Human pose keypoint data:

▬▬▬▬▬▬▬▬▬▬

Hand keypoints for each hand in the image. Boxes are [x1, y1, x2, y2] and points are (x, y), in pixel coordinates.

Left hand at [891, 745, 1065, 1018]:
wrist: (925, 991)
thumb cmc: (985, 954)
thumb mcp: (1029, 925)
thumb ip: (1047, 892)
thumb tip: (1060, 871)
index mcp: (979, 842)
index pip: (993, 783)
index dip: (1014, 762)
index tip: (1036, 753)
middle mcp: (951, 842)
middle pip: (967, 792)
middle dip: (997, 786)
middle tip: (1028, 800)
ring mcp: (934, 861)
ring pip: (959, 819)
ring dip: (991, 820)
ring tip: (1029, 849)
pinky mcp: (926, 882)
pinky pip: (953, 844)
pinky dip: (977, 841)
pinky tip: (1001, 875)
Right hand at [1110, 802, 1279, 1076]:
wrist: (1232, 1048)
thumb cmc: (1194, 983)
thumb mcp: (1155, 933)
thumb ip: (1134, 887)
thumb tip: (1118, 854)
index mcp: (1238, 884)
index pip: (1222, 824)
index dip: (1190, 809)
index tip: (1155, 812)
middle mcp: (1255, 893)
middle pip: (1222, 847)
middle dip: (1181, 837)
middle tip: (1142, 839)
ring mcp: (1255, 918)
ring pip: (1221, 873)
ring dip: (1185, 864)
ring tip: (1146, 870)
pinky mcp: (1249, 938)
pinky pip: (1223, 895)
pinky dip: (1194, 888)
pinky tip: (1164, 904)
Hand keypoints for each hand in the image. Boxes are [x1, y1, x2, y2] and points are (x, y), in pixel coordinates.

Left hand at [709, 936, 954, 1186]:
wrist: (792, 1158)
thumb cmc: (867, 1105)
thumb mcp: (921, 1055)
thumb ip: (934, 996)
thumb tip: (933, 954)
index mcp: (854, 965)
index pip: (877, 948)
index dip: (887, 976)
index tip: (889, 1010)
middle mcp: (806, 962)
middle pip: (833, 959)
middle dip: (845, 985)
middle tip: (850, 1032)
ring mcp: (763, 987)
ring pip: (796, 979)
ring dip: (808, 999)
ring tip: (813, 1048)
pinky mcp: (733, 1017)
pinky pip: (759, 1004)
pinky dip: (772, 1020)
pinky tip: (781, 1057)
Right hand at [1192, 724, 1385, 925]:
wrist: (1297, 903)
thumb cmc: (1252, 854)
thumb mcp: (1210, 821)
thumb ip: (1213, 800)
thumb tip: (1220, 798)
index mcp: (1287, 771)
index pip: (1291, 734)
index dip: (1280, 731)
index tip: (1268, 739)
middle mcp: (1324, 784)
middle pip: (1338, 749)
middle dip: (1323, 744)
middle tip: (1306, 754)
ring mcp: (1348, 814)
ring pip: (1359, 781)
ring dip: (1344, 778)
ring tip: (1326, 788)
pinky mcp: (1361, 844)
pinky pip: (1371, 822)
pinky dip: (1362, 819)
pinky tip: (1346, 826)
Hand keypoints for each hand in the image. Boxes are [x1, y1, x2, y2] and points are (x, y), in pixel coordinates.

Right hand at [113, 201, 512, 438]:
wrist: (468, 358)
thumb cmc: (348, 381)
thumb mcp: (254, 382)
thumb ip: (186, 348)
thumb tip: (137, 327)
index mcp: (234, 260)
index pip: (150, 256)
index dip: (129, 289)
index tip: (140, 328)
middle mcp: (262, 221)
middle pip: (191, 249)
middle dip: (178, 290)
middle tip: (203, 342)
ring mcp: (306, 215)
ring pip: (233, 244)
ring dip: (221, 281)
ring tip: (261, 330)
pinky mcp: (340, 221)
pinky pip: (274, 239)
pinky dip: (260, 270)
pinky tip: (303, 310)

▬▬▬▬▬▬▬▬▬▬

### Work instruction
Given the data above, transcribe exactly the lines from the one containing "index tip: (1155, 812)" down to the one containing "ring tip: (813, 1048)", and no others.

### Your response
index tip: (1155, 812)
middle mcp: (1255, 893)
middle pip: (1222, 847)
middle dip: (1181, 837)
middle tip: (1142, 839)
ring mcp: (1255, 918)
ring pip: (1221, 873)
ring dip: (1185, 864)
ring tip: (1146, 870)
pinky mcp: (1249, 938)
pinky pip: (1223, 895)
pinky dip: (1194, 888)
pinky tip: (1164, 904)
Hand keypoints for each hand in the image. Boxes are [x1, y1, x2, y2] and points are (x, y), in pixel coordinates.

Left hand at [709, 936, 954, 1186]:
wrist: (792, 1158)
thumb cmc: (867, 1105)
thumb mcp: (921, 1055)
thumb ip: (934, 996)
thumb tip: (933, 954)
index mcp: (854, 965)
index pip: (877, 948)
index dip: (887, 976)
index tip: (889, 1010)
middle mcp: (806, 962)
middle pip: (833, 959)
middle dip: (845, 985)
middle tip: (850, 1032)
ring mcp: (763, 987)
ring pip: (796, 979)
ring dip: (808, 999)
ring tip: (813, 1048)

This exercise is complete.